**Task goal**
Below are records; please give the number of their lines that contain the string "Кубанская", and only that number.

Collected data
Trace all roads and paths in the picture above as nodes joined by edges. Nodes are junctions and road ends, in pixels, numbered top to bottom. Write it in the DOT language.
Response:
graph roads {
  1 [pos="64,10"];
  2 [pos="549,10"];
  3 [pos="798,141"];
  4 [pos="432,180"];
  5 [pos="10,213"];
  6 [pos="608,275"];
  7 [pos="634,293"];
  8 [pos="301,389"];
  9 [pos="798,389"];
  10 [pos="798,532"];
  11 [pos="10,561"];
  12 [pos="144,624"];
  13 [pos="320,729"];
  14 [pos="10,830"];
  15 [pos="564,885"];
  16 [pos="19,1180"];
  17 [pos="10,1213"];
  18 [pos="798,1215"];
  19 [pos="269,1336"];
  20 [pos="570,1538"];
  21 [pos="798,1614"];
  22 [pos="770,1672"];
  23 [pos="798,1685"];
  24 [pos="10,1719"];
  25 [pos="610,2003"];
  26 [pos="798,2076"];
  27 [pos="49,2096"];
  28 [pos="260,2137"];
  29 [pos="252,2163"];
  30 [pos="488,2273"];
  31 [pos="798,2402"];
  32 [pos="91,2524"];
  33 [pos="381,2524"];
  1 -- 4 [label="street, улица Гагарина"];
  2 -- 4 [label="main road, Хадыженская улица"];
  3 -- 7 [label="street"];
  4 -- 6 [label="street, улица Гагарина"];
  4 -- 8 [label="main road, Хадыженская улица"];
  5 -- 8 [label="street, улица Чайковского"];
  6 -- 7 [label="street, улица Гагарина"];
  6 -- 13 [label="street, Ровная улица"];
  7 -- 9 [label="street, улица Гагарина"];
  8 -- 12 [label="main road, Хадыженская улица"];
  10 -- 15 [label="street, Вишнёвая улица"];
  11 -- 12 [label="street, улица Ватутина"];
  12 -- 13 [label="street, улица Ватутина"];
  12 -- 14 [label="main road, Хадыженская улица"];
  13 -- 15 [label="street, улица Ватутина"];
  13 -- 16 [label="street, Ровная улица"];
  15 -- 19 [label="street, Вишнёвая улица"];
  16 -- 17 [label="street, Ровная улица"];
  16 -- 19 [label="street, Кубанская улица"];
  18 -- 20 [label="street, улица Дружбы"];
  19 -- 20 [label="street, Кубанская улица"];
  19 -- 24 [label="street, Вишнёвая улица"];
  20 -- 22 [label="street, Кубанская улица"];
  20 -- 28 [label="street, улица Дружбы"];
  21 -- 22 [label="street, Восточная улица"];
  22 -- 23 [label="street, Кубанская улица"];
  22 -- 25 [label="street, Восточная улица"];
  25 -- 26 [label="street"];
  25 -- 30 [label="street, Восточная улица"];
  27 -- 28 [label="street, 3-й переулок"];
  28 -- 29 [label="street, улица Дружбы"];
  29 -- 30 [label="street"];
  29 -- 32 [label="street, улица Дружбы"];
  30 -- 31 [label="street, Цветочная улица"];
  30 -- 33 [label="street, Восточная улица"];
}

**Expected answer**
4